## Work item
One figure is wanted here: how many lines in the entries hold the word "Estados".

-- Supplied data follows --

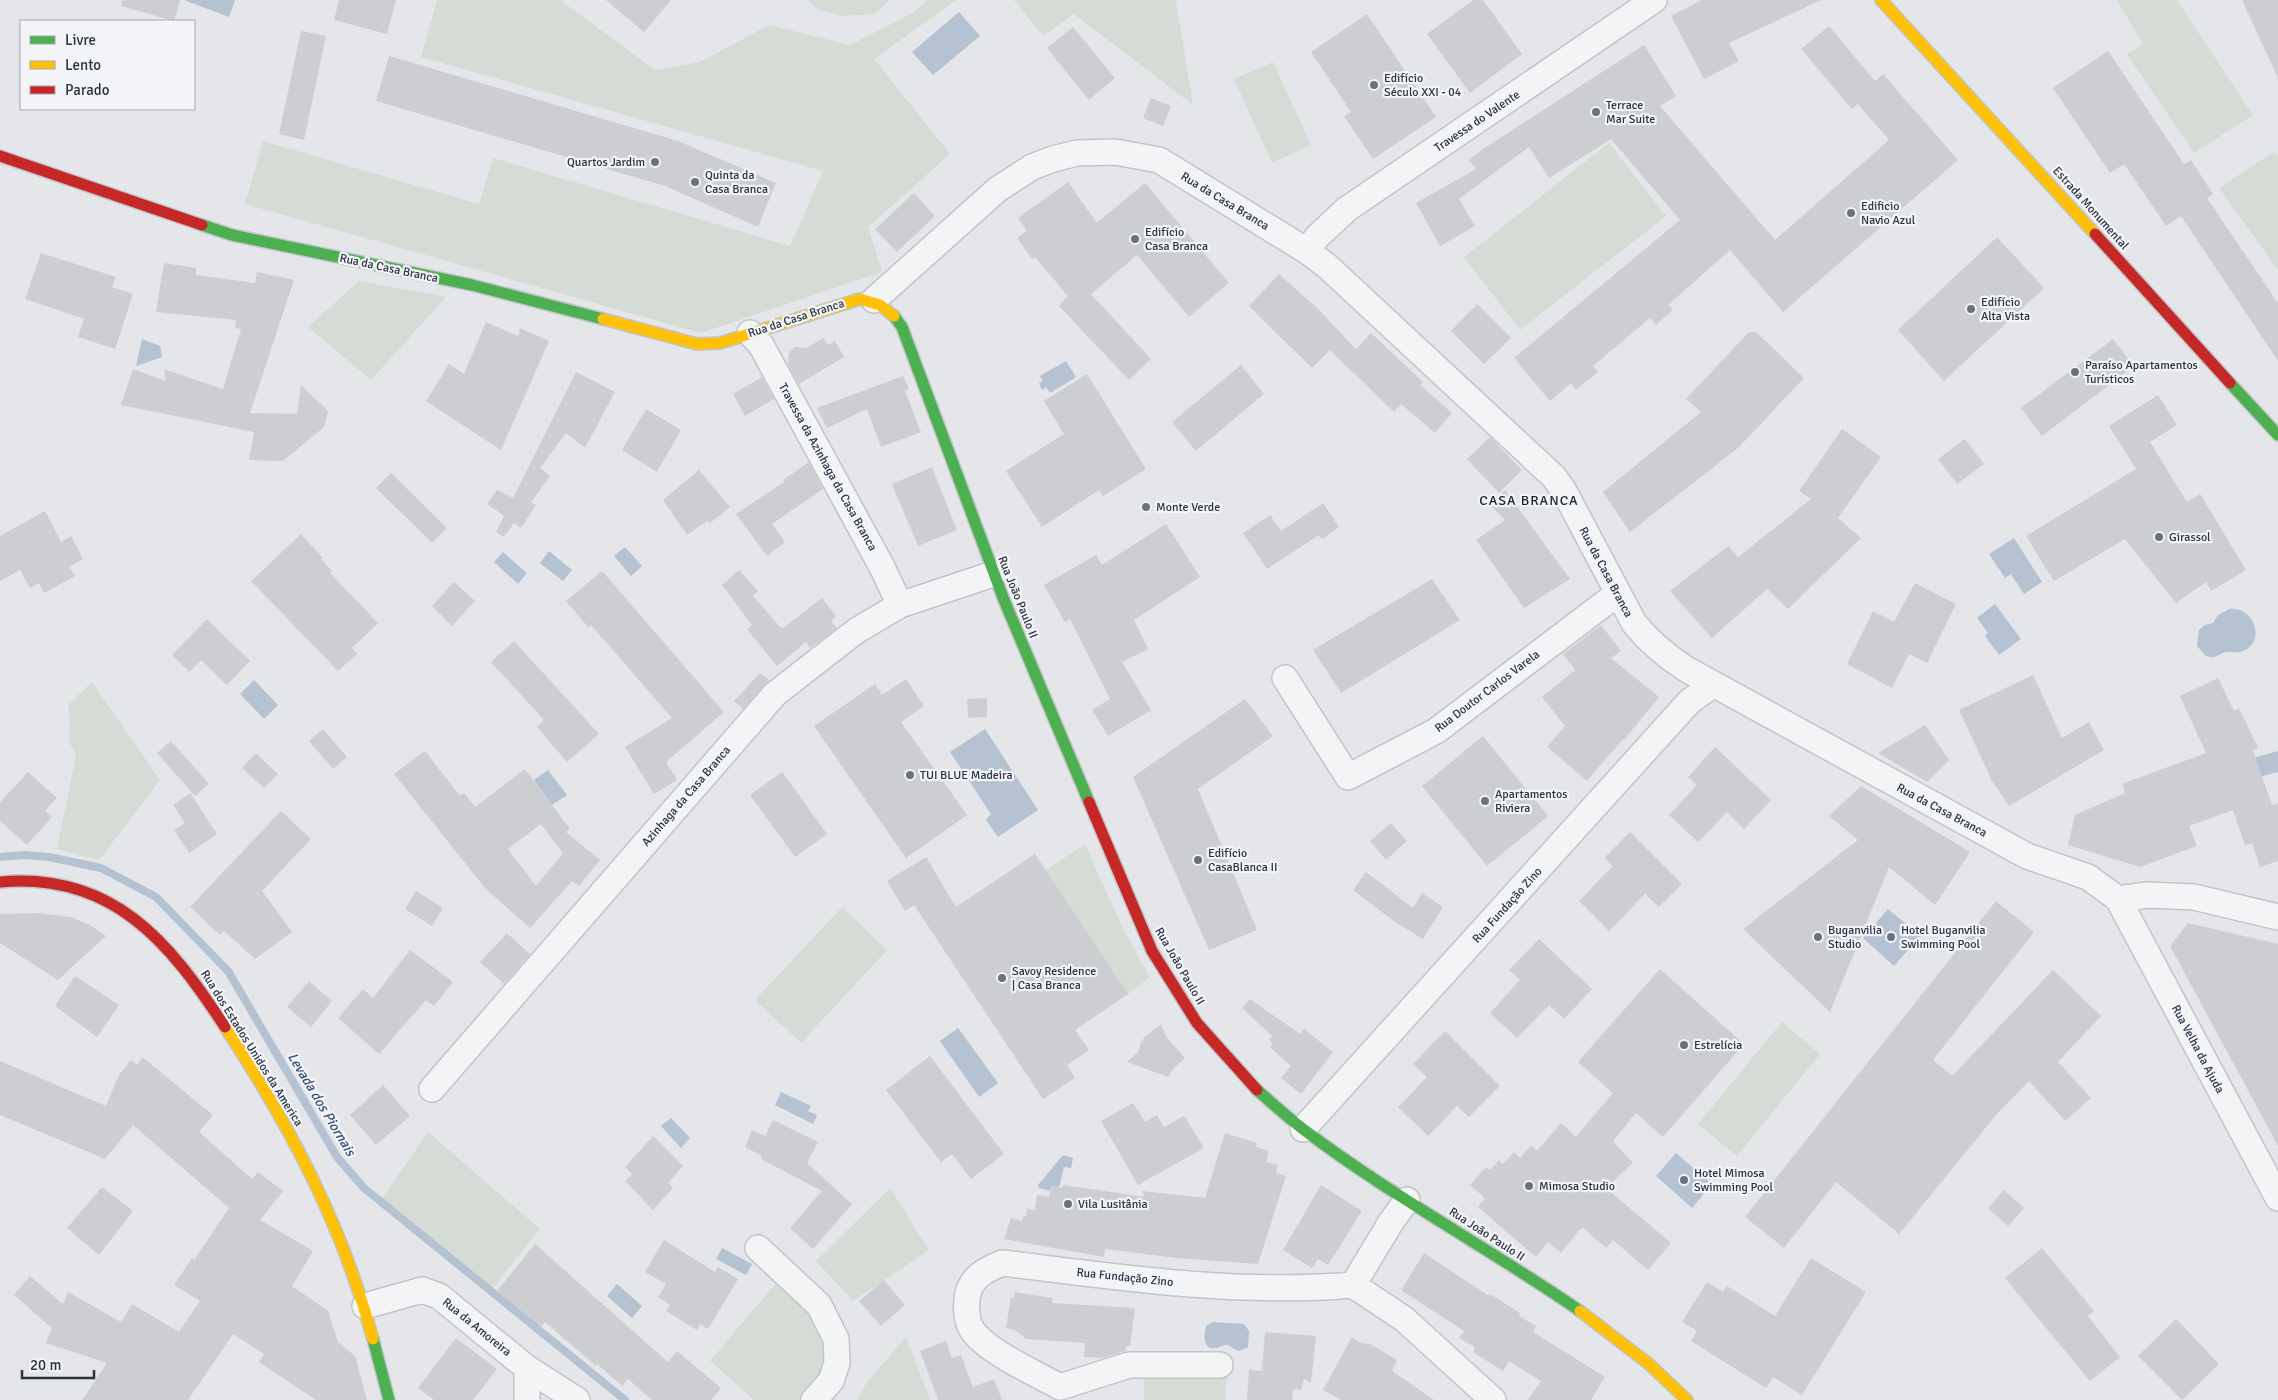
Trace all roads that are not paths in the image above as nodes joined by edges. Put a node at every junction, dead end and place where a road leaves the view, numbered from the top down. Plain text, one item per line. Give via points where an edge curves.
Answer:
1 (1654, 0) edge
2 (1881, 0) edge
3 (0, 156) edge
4 (1307, 250) junction
5 (874, 300) junction
6 (750, 333) junction
7 (2278, 435) edge
8 (993, 574) junction
9 (1617, 594) junction
10 (900, 605) junction
11 (1284, 678) dead end
12 (1714, 684) junction
13 (0, 882) edge
14 (2118, 899) junction
15 (2278, 917) edge
16 (432, 1088) dead end
17 (1303, 1129) junction
18 (2278, 1198) edge
19 (1407, 1200) junction
20 (758, 1248) dead end
21 (1353, 1284) junction
22 (365, 1306) junction
23 (1220, 1365) dead end
24 (527, 1368) junction
25 (1060, 1394) edge
26 (389, 1400) edge
27 (527, 1400) edge
28 (577, 1400) edge
29 (814, 1400) edge
30 (1493, 1400) edge
31 (1687, 1400) edge

1 - 4 street, Travessa do Valente via 1347,209
2 - 7 street, Estrada Monumental
3 - 6 street, Rua da Casa Branca via 232,235 472,285 697,344 720,343
4 - 5 street, Rua da Casa Branca via 1159,160 1115,152 1076,153 1032,168 998,189
4 - 9 street, Rua da Casa Branca via 1554,477
5 - 6 street, Rua da Casa Branca via 848,301
5 - 8 street, Rua João Paulo II via 888,308 902,327
6 - 10 street, Travessa da Azinhaga da Casa Branca via 761,345
8 - 10 street, Azinhaga da Casa Branca
8 - 17 street, Rua João Paulo II via 1152,951 1197,1023 1248,1083
9 - 11 street, Rua Doutor Carlos Varela via 1436,731 1348,777
9 - 12 street, Rua da Casa Branca via 1646,638 1686,670
10 - 16 street, Azinhaga da Casa Branca via 856,631 775,694
12 - 14 street, Rua da Casa Branca via 2027,856 2088,877
12 - 17 street, Rua Fundação Zino via 1690,701
13 - 22 street, Rua dos Estados Unidos da America via 25,880 83,891 128,913 170,950 282,1117 339,1233
14 - 15 street via 2148,895 2194,897
14 - 18 street, Rua Velha da Ajuda
17 - 19 street, Rua João Paulo II
19 - 21 street
19 - 31 street, Rua João Paulo II via 1542,1285 1616,1337
20 - 29 street via 819,1305 836,1340 837,1363 831,1382
21 - 25 street, Rua Fundação Zino via 1307,1289 1156,1282 1002,1264 987,1269 975,1278 967,1294 965,1311 972,1328 984,1343
21 - 30 street via 1404,1319
22 - 24 street, Rua da Amoreira via 422,1290 438,1296
22 - 26 street, Rua dos Estados Unidos da America
23 - 25 street via 1129,1365
24 - 27 street
24 - 28 street, Rua da Amoreira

-- Supplied data concluded --

## Task response
2